*Task goal*.
All of the data that follows should be retyped exactly as it appears.

(Dataset entries)
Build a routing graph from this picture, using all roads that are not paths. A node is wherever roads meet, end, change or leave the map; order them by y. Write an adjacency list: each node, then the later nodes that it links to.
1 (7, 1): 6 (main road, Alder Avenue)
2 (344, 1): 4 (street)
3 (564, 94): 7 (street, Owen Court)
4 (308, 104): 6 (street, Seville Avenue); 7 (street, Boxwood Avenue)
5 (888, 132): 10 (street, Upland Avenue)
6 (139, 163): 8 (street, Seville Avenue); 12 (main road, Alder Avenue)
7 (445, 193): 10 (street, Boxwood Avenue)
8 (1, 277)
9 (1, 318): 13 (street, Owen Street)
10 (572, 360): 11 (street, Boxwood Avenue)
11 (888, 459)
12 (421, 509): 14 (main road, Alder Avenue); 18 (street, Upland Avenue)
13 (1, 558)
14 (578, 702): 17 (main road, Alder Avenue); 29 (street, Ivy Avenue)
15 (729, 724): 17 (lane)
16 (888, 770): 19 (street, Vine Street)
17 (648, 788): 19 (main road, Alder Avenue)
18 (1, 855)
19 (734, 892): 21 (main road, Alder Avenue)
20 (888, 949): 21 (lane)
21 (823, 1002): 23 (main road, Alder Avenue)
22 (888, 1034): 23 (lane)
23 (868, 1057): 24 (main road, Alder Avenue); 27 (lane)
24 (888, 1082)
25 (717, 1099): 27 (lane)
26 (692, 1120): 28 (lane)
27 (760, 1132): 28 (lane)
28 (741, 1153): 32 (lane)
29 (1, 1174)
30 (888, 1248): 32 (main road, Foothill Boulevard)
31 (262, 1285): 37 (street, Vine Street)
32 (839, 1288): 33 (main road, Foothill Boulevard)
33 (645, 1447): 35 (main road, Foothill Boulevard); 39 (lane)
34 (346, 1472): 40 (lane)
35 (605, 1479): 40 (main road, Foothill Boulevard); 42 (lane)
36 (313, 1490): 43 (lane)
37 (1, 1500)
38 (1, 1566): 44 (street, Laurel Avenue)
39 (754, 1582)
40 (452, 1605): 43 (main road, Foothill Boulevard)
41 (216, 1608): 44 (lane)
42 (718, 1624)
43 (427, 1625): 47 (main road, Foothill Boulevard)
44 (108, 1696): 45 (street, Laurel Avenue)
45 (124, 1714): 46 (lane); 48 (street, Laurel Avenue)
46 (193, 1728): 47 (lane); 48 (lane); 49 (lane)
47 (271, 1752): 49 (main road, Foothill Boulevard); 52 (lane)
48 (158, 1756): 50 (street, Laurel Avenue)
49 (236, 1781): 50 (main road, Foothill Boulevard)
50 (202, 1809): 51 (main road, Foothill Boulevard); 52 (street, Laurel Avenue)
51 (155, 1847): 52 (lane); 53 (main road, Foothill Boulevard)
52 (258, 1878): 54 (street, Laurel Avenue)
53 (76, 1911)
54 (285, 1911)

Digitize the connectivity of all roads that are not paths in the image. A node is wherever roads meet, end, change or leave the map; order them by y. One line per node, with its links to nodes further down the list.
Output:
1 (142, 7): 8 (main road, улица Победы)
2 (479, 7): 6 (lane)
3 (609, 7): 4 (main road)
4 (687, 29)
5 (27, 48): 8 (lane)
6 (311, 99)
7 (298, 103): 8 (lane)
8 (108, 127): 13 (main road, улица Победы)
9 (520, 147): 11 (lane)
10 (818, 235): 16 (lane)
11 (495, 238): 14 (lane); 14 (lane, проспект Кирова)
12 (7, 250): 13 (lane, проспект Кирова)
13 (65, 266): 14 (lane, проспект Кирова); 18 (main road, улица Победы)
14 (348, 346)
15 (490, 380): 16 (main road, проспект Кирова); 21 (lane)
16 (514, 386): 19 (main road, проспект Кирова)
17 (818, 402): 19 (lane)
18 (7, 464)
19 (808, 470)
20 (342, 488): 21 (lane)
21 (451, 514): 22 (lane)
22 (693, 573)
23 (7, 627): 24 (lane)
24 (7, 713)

*Exercise solution*.
Build a routing graph from this picture, using all roads that are not paths. A node is wherever roads meet, end, change or leave the map; order them by y. Write an adjacency list: each node, then the later nodes that it links to.
1 (7, 1): 6 (main road, Alder Avenue)
2 (344, 1): 4 (street)
3 (564, 94): 7 (street, Owen Court)
4 (308, 104): 6 (street, Seville Avenue); 7 (street, Boxwood Avenue)
5 (888, 132): 10 (street, Upland Avenue)
6 (139, 163): 8 (street, Seville Avenue); 12 (main road, Alder Avenue)
7 (445, 193): 10 (street, Boxwood Avenue)
8 (1, 277)
9 (1, 318): 13 (street, Owen Street)
10 (572, 360): 11 (street, Boxwood Avenue)
11 (888, 459)
12 (421, 509): 14 (main road, Alder Avenue); 18 (street, Upland Avenue)
13 (1, 558)
14 (578, 702): 17 (main road, Alder Avenue); 29 (street, Ivy Avenue)
15 (729, 724): 17 (lane)
16 (888, 770): 19 (street, Vine Street)
17 (648, 788): 19 (main road, Alder Avenue)
18 (1, 855)
19 (734, 892): 21 (main road, Alder Avenue)
20 (888, 949): 21 (lane)
21 (823, 1002): 23 (main road, Alder Avenue)
22 (888, 1034): 23 (lane)
23 (868, 1057): 24 (main road, Alder Avenue); 27 (lane)
24 (888, 1082)
25 (717, 1099): 27 (lane)
26 (692, 1120): 28 (lane)
27 (760, 1132): 28 (lane)
28 (741, 1153): 32 (lane)
29 (1, 1174)
30 (888, 1248): 32 (main road, Foothill Boulevard)
31 (262, 1285): 37 (street, Vine Street)
32 (839, 1288): 33 (main road, Foothill Boulevard)
33 (645, 1447): 35 (main road, Foothill Boulevard); 39 (lane)
34 (346, 1472): 40 (lane)
35 (605, 1479): 40 (main road, Foothill Boulevard); 42 (lane)
36 (313, 1490): 43 (lane)
37 (1, 1500)
38 (1, 1566): 44 (street, Laurel Avenue)
39 (754, 1582)
40 (452, 1605): 43 (main road, Foothill Boulevard)
41 (216, 1608): 44 (lane)
42 (718, 1624)
43 (427, 1625): 47 (main road, Foothill Boulevard)
44 (108, 1696): 45 (street, Laurel Avenue)
45 (124, 1714): 46 (lane); 48 (street, Laurel Avenue)
46 (193, 1728): 47 (lane); 48 (lane); 49 (lane)
47 (271, 1752): 49 (main road, Foothill Boulevard); 52 (lane)
48 (158, 1756): 50 (street, Laurel Avenue)
49 (236, 1781): 50 (main road, Foothill Boulevard)
50 (202, 1809): 51 (main road, Foothill Boulevard); 52 (street, Laurel Avenue)
51 (155, 1847): 52 (lane); 53 (main road, Foothill Boulevard)
52 (258, 1878): 54 (street, Laurel Avenue)
53 (76, 1911)
54 (285, 1911)

Digitize the connectivity of all roads that are not paths in the image. A node is wherever roads meet, end, change or leave the map; order them by y. One line per node, with its links to nodes further down the list.
Output:
1 (142, 7): 8 (main road, улица Победы)
2 (479, 7): 6 (lane)
3 (609, 7): 4 (main road)
4 (687, 29)
5 (27, 48): 8 (lane)
6 (311, 99)
7 (298, 103): 8 (lane)
8 (108, 127): 13 (main road, улица Победы)
9 (520, 147): 11 (lane)
10 (818, 235): 16 (lane)
11 (495, 238): 14 (lane); 14 (lane, проспект Кирова)
12 (7, 250): 13 (lane, проспект Кирова)
13 (65, 266): 14 (lane, проспект Кирова); 18 (main road, улица Победы)
14 (348, 346)
15 (490, 380): 16 (main road, проспект Кирова); 21 (lane)
16 (514, 386): 19 (main road, проспект Кирова)
17 (818, 402): 19 (lane)
18 (7, 464)
19 (808, 470)
20 (342, 488): 21 (lane)
21 (451, 514): 22 (lane)
22 (693, 573)
23 (7, 627): 24 (lane)
24 (7, 713)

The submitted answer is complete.